Legislation that reduces health care support would lead to substantial cost increases for small employers. Small business owners rely on the Affordable Care Act marketplace to provide coverage for themselves and their employees. Our grantees want to make sure this coverage remains available and essential premium tax credits are not slashed. With health care funding under threat, 2.2 million Americans could lose their coverage, endangering the workforce that is the foundation for our local goods and services.

3. Don’t let the ultra-rich evade our tax rules

To ensure the wealthy pay their fair share, we also need the IRS to take on the giant corporations and their army of lawyers. That’s why small businesses and their champions also support fully funding the IRS. In contrast, the Trump administration has vowed to reassign thousands of employees who provide critical assistance to small businesses and hold wealthy tax evaders accountable, while pushing resignations and ordering a 90-day hiring freeze in the midst of this year’s filing season.

Booming business means thriving communities

At Rural Democracy, we know fair taxes are good for more than just small businesses. They’re good for everyone, and especially people in rural communities. Our 2024 polling found that rural voters want rich people and corporations to pay their fair share of taxes so that our nation can invest in tools and opportunities for working people.

Just as we need stable roads, we also need affordable child care and accessible health care. These programs grow our economy by ensuring hardworking people have what they need to build a good life and thrive in the workforce. So it’s no surprise the Small Business Majority found that small businesses support bottom-up tax reform. They also support more funding for child care. Child care can be particularly challenging in rural areas where limited access prevents parents from entering the workforce and businesses struggle to find staff—both of which deflate local tax revenue.
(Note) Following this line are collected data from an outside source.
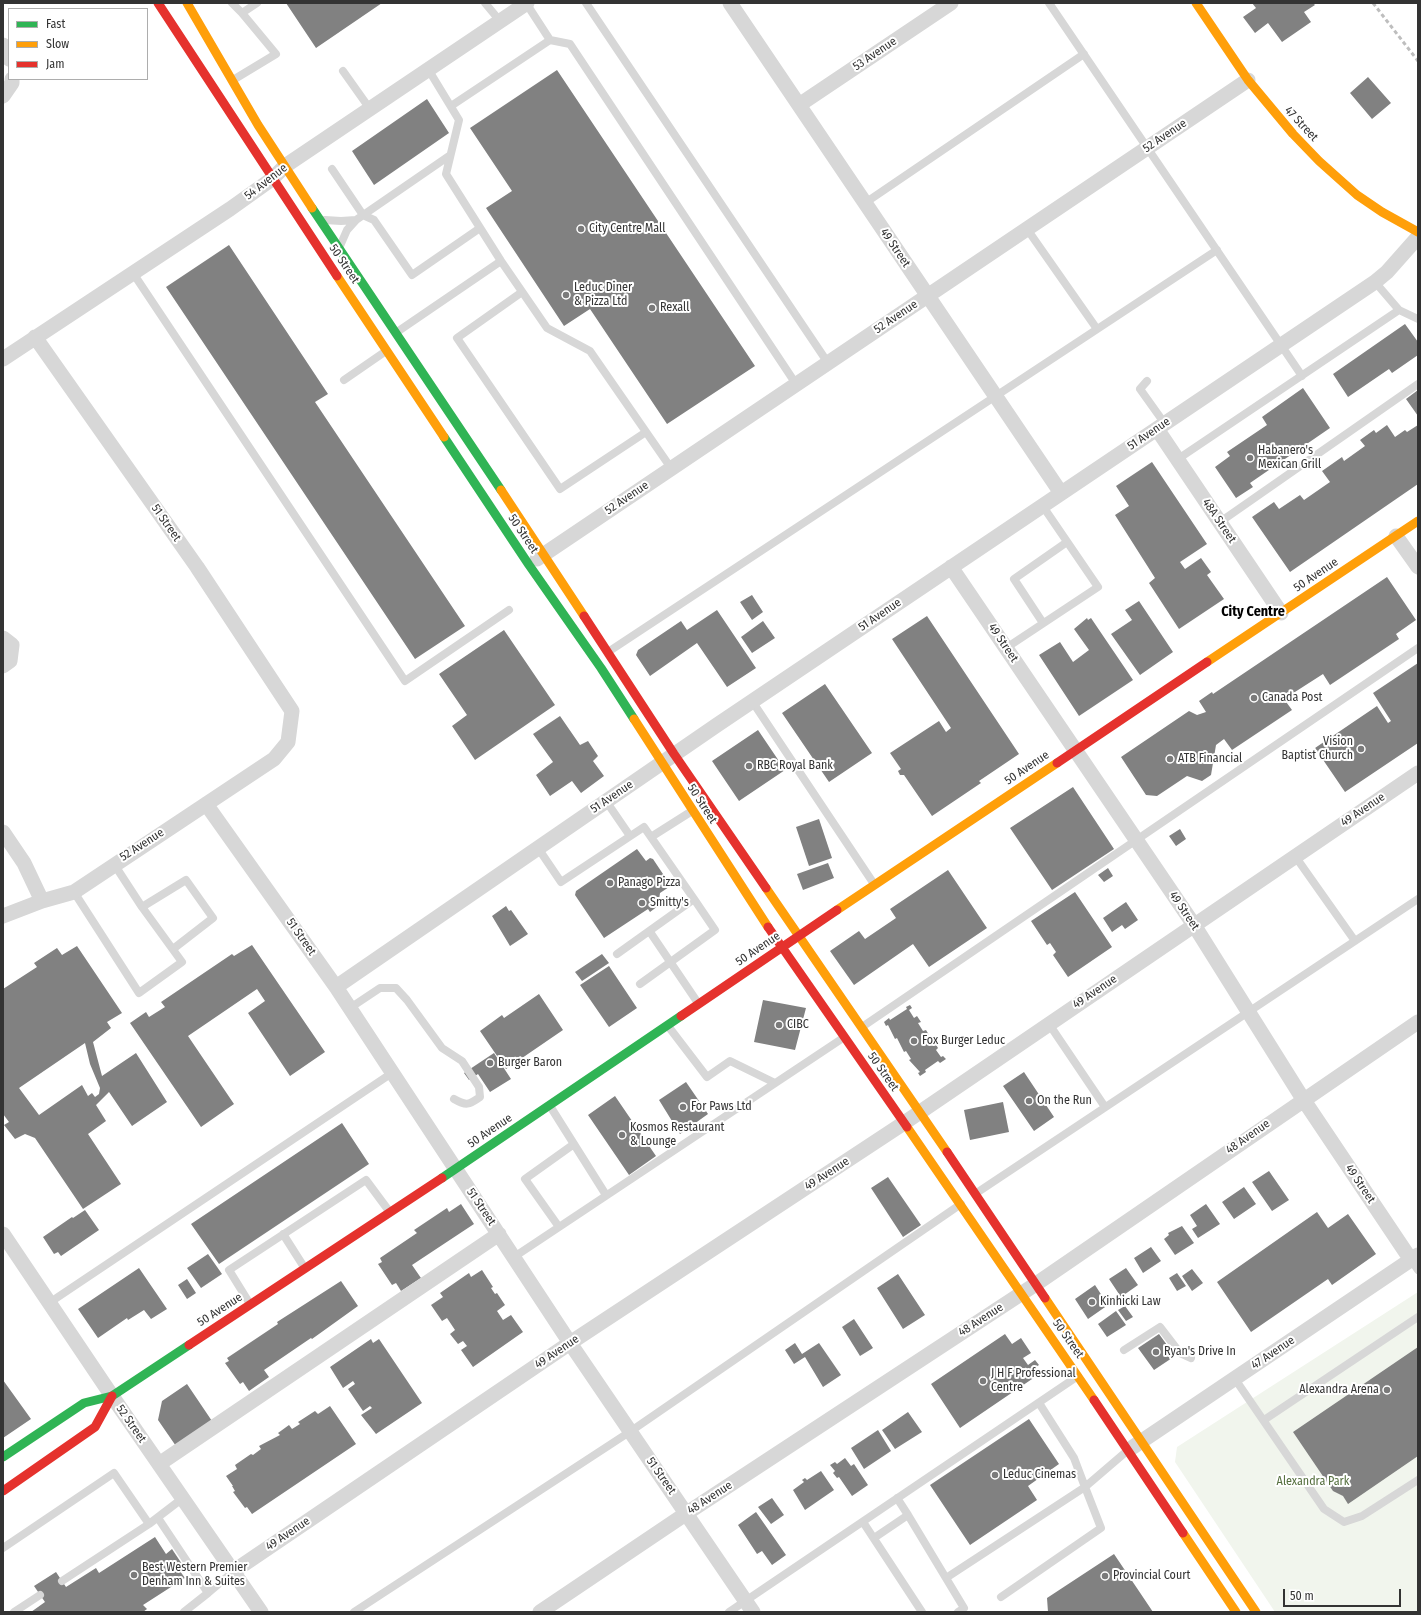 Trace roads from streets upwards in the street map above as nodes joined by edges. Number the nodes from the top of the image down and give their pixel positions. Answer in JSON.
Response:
{"nodes":[{"id":1,"x":158,"y":3,"type":"edge"},
{"id":2,"x":187,"y":3,"type":"edge"},
{"id":3,"x":526,"y":3,"type":"edge"},
{"id":4,"x":951,"y":3,"type":"edge"},
{"id":5,"x":1196,"y":3,"type":"edge"},
{"id":6,"x":735,"y":5,"type":"edge"},
{"id":7,"x":3,"y":45,"type":"edge"},
{"id":8,"x":8,"y":57,"type":"edge"},
{"id":9,"x":1248,"y":80,"type":"junction"},
{"id":10,"x":12,"y":81,"type":"edge"},
{"id":11,"x":3,"y":96,"type":"edge"},
{"id":12,"x":798,"y":105,"type":"junction"},
{"id":13,"x":285,"y":166,"type":"junction"},
{"id":14,"x":272,"y":179,"type":"junction"},
{"id":15,"x":1418,"y":232,"type":"edge"},
{"id":16,"x":1418,"y":237,"type":"edge"},
{"id":17,"x":928,"y":296,"type":"junction"},
{"id":18,"x":35,"y":337,"type":"junction"},
{"id":19,"x":391,"y":342,"type":"junction"},
{"id":20,"x":3,"y":359,"type":"edge"},
{"id":21,"x":1161,"y":427,"type":"junction"},
{"id":22,"x":1061,"y":493,"type":"junction"},
{"id":23,"x":1418,"y":521,"type":"edge"},
{"id":24,"x":1396,"y":536,"type":"junction"},
{"id":25,"x":544,"y":554,"type":"junction"},
{"id":26,"x":529,"y":565,"type":"junction"},
{"id":27,"x":951,"y":567,"type":"junction"},
{"id":28,"x":1418,"y":567,"type":"edge"},
{"id":29,"x":1281,"y":613,"type":"junction"},
{"id":30,"x":3,"y":638,"type":"edge"},
{"id":31,"x":3,"y":666,"type":"edge"},
{"id":32,"x":292,"y":711,"type":"joint"},
{"id":33,"x":1075,"y":751,"type":"junction"},
{"id":34,"x":674,"y":754,"type":"junction"},
{"id":35,"x":661,"y":763,"type":"junction"},
{"id":36,"x":1418,"y":773,"type":"edge"},
{"id":37,"x":206,"y":804,"type":"junction"},
{"id":38,"x":3,"y":832,"type":"edge"},
{"id":39,"x":42,"y":901,"type":"junction"},
{"id":40,"x":3,"y":916,"type":"edge"},
{"id":41,"x":1194,"y":925,"type":"junction"},
{"id":42,"x":799,"y":936,"type":"junction"},
{"id":43,"x":781,"y":947,"type":"junction"},
{"id":44,"x":336,"y":987,"type":"junction"},
{"id":45,"x":1418,"y":1022,"type":"edge"},
{"id":46,"x":1303,"y":1099,"type":"junction"},
{"id":47,"x":920,"y":1112,"type":"junction"},
{"id":48,"x":904,"y":1123,"type":"junction"},
{"id":49,"x":455,"y":1169,"type":"junction"},
{"id":50,"x":3,"y":1234,"type":"edge"},
{"id":51,"x":499,"y":1234,"type":"junction"},
{"id":52,"x":1416,"y":1262,"type":"edge"},
{"id":53,"x":1036,"y":1284,"type":"junction"},
{"id":54,"x":1021,"y":1293,"type":"junction"},
{"id":55,"x":570,"y":1343,"type":"junction"},
{"id":56,"x":112,"y":1396,"type":"junction"},
{"id":57,"x":1142,"y":1441,"type":"junction"},
{"id":58,"x":1128,"y":1450,"type":"junction"},
{"id":59,"x":3,"y":1457,"type":"edge"},
{"id":60,"x":159,"y":1464,"type":"junction"},
{"id":61,"x":3,"y":1491,"type":"edge"},
{"id":62,"x":687,"y":1513,"type":"junction"},
{"id":63,"x":234,"y":1571,"type":"junction"},
{"id":64,"x":749,"y":1607,"type":"edge"},
{"id":65,"x":261,"y":1612,"type":"edge"},
{"id":66,"x":540,"y":1612,"type":"edge"},
{"id":67,"x":1236,"y":1612,"type":"edge"},
{"id":68,"x":1256,"y":1612,"type":"edge"}],
"edges":[{"from":1,"to":14,"type":"main road","name":"50 Street"},
{"from":2,"to":13,"type":"main road","name":"50 Street"},
{"from":3,"to":13,"type":"street","name":"54 Avenue"},
{"from":4,"to":12,"type":"street","name":"53 Avenue"},
{"from":5,"to":9,"type":"main road","name":"47 Street"},
{"from":6,"to":12,"type":"street","name":"49 Street"},
{"from":7,"to":8,"type":"street"},
{"from":9,"to":15,"type":"main road","name":"47 Street"},
{"from":9,"to":17,"type":"street","name":"52 Avenue"},
{"from":10,"to":11,"type":"street"},
{"from":12,"to":17,"type":"street","name":"49 Street"},
{"from":13,"to":14,"type":"street","name":"54 Avenue"},
{"from":13,"to":19,"type":"main road","name":"50 Street"},
{"from":14,"to":18,"type":"street","name":"54 Avenue"},
{"from":14,"to":19,"type":"main road","name":"50 Street"},
{"from":16,"to":21,"type":"street","name":"51 Avenue"},
{"from":17,"to":22,"type":"street","name":"49 Street"},
{"from":17,"to":25,"type":"street","name":"52 Avenue"},
{"from":18,"to":20,"type":"street","name":"54 Avenue"},
{"from":18,"to":32,"type":"street","name":"51 Street"},
{"from":19,"to":25,"type":"main road","name":"50 Street"},
{"from":19,"to":26,"type":"main road","name":"50 Street"},
{"from":21,"to":22,"type":"street","name":"51 Avenue"},
{"from":21,"to":29,"type":"street","name":"48A Street"},
{"from":22,"to":27,"type":"street","name":"51 Avenue"},
{"from":23,"to":24,"type":"main road","name":"50 Avenue"},
{"from":24,"to":28,"type":"street"},
{"from":24,"to":29,"type":"main road","name":"50 Avenue"},
{"from":25,"to":26,"type":"street","name":"52 Avenue"},
{"from":25,"to":34,"type":"main road","name":"50 Street"},
{"from":26,"to":35,"type":"main road","name":"50 Street"},
{"from":27,"to":33,"type":"street","name":"49 Street"},
{"from":27,"to":34,"type":"street","name":"51 Avenue"},
{"from":29,"to":33,"type":"main road","name":"50 Avenue"},
{"from":30,"to":31,"type":"street"},
{"from":32,"to":37,"type":"street","name":"52 Avenue"},
{"from":33,"to":41,"type":"street","name":"49 Street"},
{"from":33,"to":42,"type":"main road","name":"50 Avenue"},
{"from":34,"to":35,"type":"street","name":"51 Avenue"},
{"from":34,"to":42,"type":"main road","name":"50 Street"},
{"from":35,"to":43,"type":"main road","name":"50 Street"},
{"from":35,"to":44,"type":"street","name":"51 Avenue"},
{"from":36,"to":41,"type":"street","name":"49 Avenue"},
{"from":37,"to":39,"type":"street","name":"52 Avenue"},
{"from":37,"to":44,"type":"street","name":"51 Street"},
{"from":38,"to":39,"type":"street"},
{"from":39,"to":40,"type":"street","name":"52 Avenue"},
{"from":41,"to":46,"type":"street","name":"49 Street"},
{"from":41,"to":47,"type":"street","name":"49 Avenue"},
{"from":42,"to":43,"type":"main road","name":"50 Avenue"},
{"from":42,"to":47,"type":"main road","name":"50 Street"},
{"from":43,"to":48,"type":"main road","name":"50 Street"},
{"from":43,"to":49,"type":"main road","name":"50 Avenue"},
{"from":44,"to":49,"type":"street","name":"51 Street"},
{"from":45,"to":46,"type":"street","name":"48 Avenue"},
{"from":46,"to":52,"type":"street","name":"49 Street"},
{"from":46,"to":53,"type":"street","name":"48 Avenue"},
{"from":47,"to":48,"type":"street","name":"49 Avenue"},
{"from":47,"to":53,"type":"main road","name":"50 Street"},
{"from":48,"to":54,"type":"main road","name":"50 Street"},
{"from":48,"to":55,"type":"street","name":"49 Avenue"},
{"from":49,"to":51,"type":"street","name":"51 Street"},
{"from":49,"to":56,"type":"main road","name":"50 Avenue"},
{"from":50,"to":56,"type":"street","name":"52 Street"},
{"from":51,"to":55,"type":"street","name":"51 Street"},
{"from":51,"to":60,"type":"street"},
{"from":52,"to":57,"type":"street","name":"47 Avenue"},
{"from":53,"to":54,"type":"street","name":"48 Avenue"},
{"from":53,"to":57,"type":"main road","name":"50 Street"},
{"from":54,"to":58,"type":"main road","name":"50 Street"},
{"from":54,"to":62,"type":"street","name":"48 Avenue"},
{"from":55,"to":62,"type":"street","name":"51 Street"},
{"from":55,"to":63,"type":"street","name":"49 Avenue"},
{"from":56,"to":59,"type":"main road","name":"50 Avenue"},
{"from":56,"to":60,"type":"street","name":"52 Street"},
{"from":56,"to":61,"type":"main road","name":"50 Avenue"},
{"from":57,"to":58,"type":"street","name":"47 Avenue"},
{"from":57,"to":68,"type":"main road","name":"50 Street"},
{"from":58,"to":67,"type":"main road","name":"50 Street"},
{"from":60,"to":63,"type":"street","name":"52 Street"},
{"from":62,"to":64,"type":"street","name":"51 Street"},
{"from":62,"to":66,"type":"street","name":"48 Avenue"},
{"from":63,"to":65,"type":"street","name":"52 Street"}]}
Rural communities are ready for solutions that center working people. Rather than give the wealthiest Americans tax breaks, Congress should make the rich and corporations pay their share to support an economy that works for everyone. With a fairer tax system, we could generate the funding to invest in working families and small businesses, the backbone of our economy. These programs grow our economy by ensuring hardworking people have opportunities and tools to build a good life.

Full disclosure: Barn Raiser is one of the more than 130 rural-focused nonprofits that receive funding from the Rural Democracy Initiative.
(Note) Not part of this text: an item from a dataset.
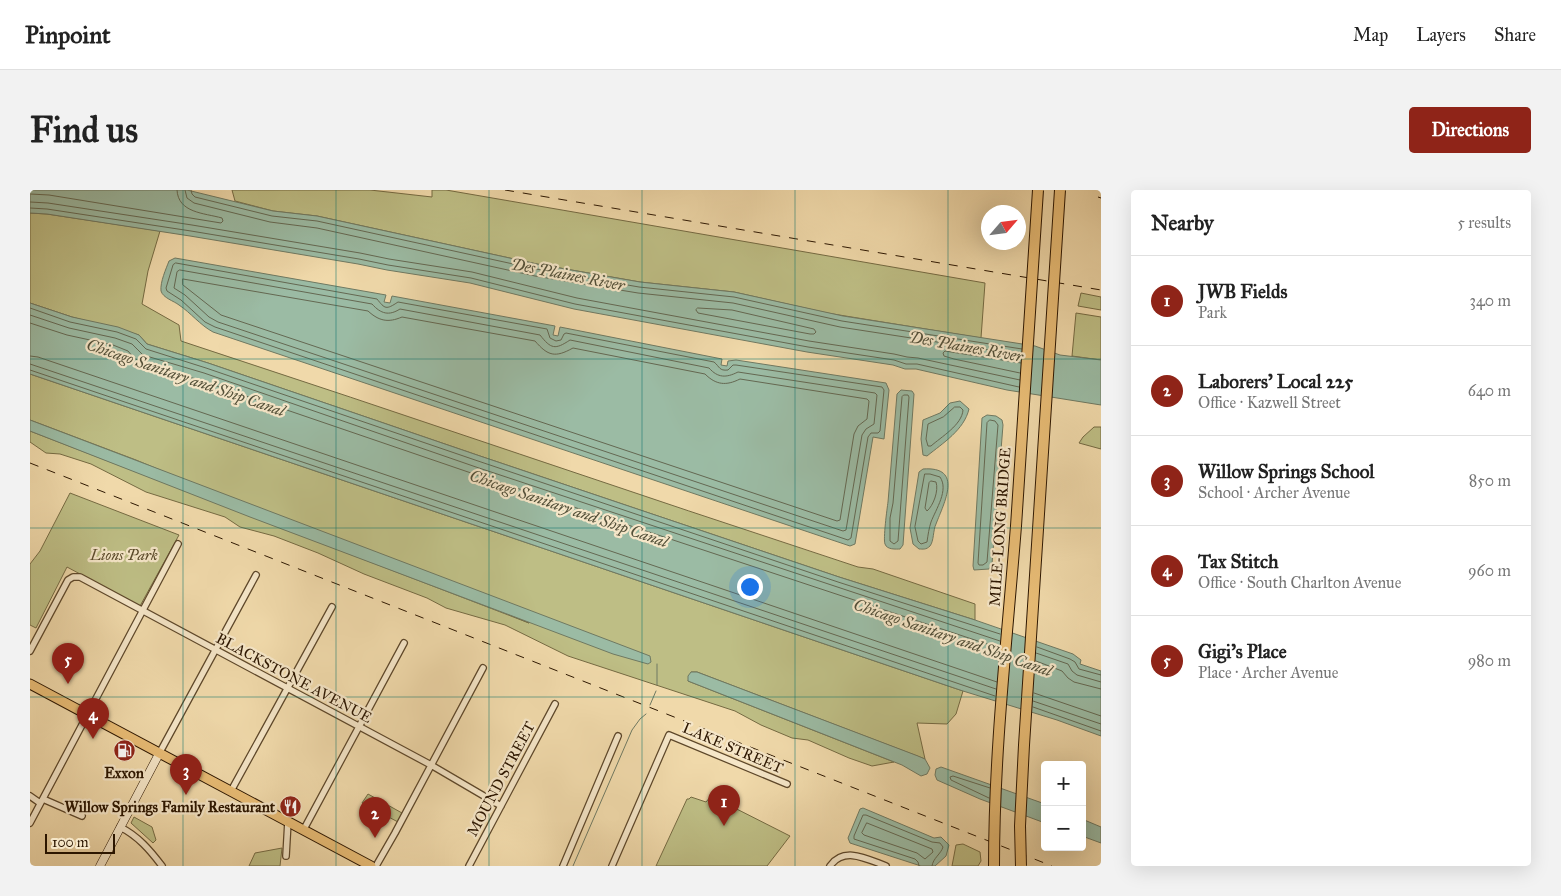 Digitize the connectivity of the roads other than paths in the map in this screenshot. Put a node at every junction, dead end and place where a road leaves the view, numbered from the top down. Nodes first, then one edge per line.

Michael Chameides is Rural Democracy Initiative’s Communications and Policy Director and supports a rural network to engage communities and advocate for meaningful policy. As deputy minority leader on the Columbia County, NY, Board of Supervisors, he led successful affordable housing and public transit initiatives. He is the recipient of the 2023 Hudson Valley Area Labor Federation Friend of Labor Award. In 2022, the Columbia County Sanctuary Movement recognized his advocacy for immigrants and named him an Anniversary Honoree.